MHLA holds inaugural Court of Protection conference
Sophy Miles, consultant at Miles and Partners LLP, reports on the highly successful first Annual Court of Protection Conference, which was organised by the Mental Health Lawyers Association (MHLA) and was held earlier this month:
The Court of Protection has had a high profile recently, with the increased media presence (for example, in Redbridge LBC v G and others  EWCOP 485, 26 February 2014; the report of the House of Lords Select Committee on the Mental Capacity Act 2005: report of session 2013–14. Mental Capacity Act 2005: post-legislative scrutiny; and the impact on the court of P (by his litigation friend the Official Solicitor) v Cheshire West and Chester Council and another  UKSC 19, 19 March 2014.

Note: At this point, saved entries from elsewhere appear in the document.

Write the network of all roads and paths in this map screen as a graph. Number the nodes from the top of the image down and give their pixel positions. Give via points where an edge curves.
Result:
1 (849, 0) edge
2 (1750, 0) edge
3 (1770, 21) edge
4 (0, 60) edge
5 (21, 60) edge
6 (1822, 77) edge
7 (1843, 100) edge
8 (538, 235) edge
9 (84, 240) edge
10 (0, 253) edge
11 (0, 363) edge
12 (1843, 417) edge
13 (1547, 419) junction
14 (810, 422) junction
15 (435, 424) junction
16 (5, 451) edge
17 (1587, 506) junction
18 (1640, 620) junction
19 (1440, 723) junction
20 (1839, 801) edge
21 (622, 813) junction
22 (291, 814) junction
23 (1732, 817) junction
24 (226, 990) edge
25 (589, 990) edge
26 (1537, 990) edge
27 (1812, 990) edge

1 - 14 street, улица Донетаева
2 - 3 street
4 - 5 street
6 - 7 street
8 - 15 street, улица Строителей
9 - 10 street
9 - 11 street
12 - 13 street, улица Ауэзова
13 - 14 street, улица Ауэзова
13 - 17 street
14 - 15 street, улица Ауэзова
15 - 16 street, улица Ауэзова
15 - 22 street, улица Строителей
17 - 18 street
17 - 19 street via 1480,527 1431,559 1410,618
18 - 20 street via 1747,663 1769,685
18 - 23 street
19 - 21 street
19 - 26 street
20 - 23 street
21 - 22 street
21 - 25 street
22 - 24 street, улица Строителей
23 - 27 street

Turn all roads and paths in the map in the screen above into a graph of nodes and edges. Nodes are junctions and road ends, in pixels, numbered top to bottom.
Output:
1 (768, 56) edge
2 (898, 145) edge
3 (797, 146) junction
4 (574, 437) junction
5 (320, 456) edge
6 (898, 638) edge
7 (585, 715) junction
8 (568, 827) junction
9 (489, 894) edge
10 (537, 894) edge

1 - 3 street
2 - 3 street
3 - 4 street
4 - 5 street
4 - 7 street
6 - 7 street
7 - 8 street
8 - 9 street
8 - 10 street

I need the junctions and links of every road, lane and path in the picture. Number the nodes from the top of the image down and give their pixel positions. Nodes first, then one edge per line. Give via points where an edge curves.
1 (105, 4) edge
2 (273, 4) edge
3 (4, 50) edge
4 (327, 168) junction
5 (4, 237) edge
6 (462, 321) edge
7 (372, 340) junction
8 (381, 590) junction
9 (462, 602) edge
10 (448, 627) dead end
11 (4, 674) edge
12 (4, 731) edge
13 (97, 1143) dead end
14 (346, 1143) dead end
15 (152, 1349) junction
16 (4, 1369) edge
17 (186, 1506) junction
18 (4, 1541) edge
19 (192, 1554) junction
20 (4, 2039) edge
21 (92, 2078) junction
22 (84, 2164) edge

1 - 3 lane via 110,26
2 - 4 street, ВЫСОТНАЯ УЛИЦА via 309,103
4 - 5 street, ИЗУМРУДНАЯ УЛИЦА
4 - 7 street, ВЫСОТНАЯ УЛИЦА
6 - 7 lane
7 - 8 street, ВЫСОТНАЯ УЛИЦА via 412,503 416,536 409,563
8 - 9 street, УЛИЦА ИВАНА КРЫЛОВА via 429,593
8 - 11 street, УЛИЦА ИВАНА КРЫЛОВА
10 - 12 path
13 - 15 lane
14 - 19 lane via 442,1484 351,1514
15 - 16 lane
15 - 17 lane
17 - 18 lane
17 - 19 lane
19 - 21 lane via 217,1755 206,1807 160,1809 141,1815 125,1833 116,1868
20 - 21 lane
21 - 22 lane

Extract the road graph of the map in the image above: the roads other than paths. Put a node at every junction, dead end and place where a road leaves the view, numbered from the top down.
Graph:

After an introduction by MHLA chairperson Richard Charlton, Mr Justice Charles, vice-president of the Court of Protection, gave a thoughtful and wide-ranging keynote address, in which he regretted the lack of an administrative jurisdiction in the court, called for the court to expand its presence in the regions and introduced what became a recurring theme for the day: how can the court best hear the voice of P, the incapacitated adult at the centre of the court’s decision?
Melanie Johnson from the Legal Aid Agency led a question-and-answer session, taking questions from delegates on issues such as deprivation of liberty cases, the possible development of supervisor standards in mental capacity work and the approach to difficulties in obtaining financial details for vulnerable clients. (In cases where this proves difficult, she urged practitioners to e-mail: firstname.lastname@example.org
, using the subject heading ‘Vulnerable client means assessment’.)
After I delivered a legal update, Sheila Carrick chaired a lively Dimbleby-style panel discussion,‘Who needs what in proceedings before the Court of Protection?’, with Mr Justice Charles, psychiatrist Dr Paul Divall, independent mental capacity advocate Ian Grimwood and barrister Malcolm Chisholm. There were divergent views as to whether it was right for the court to make welfare decisions about P in cases where P was not a party.
After lunch, Susan Hardie gave a perspective from the Office of the Official Solicitor (OS), explaining the OS’s approach to acting as litigation friend of last resort. She encouraged practitioners interested in receiving instructions from the OS to write to the OS, setting out their background and experience and, in particular, indicating the geographical areas they cover.
Malcolm Chisholm gave a highly practical presentation on some of the procedural hotspots in the court, such as urgent telephone applications, disclosure and how to involve P in the court process.
At the end of a packed day, Professor George Szmukler of the Institute of Psychiatry sparked a lively debate with his paper, ‘How mental health legislation discriminates unfairly against people with mental illness’, highlighting the conflicts of the current legal framework with the UN Convention on the Rights of Persons with Disabilities, and describing his ‘fusion’ proposal for a single law where the trigger for involuntary treatment is lack of decision-making capacity rather than mental disorder or impairment.
Richard Charlton drew the conference to a close, though the discussion continued informally afterwards.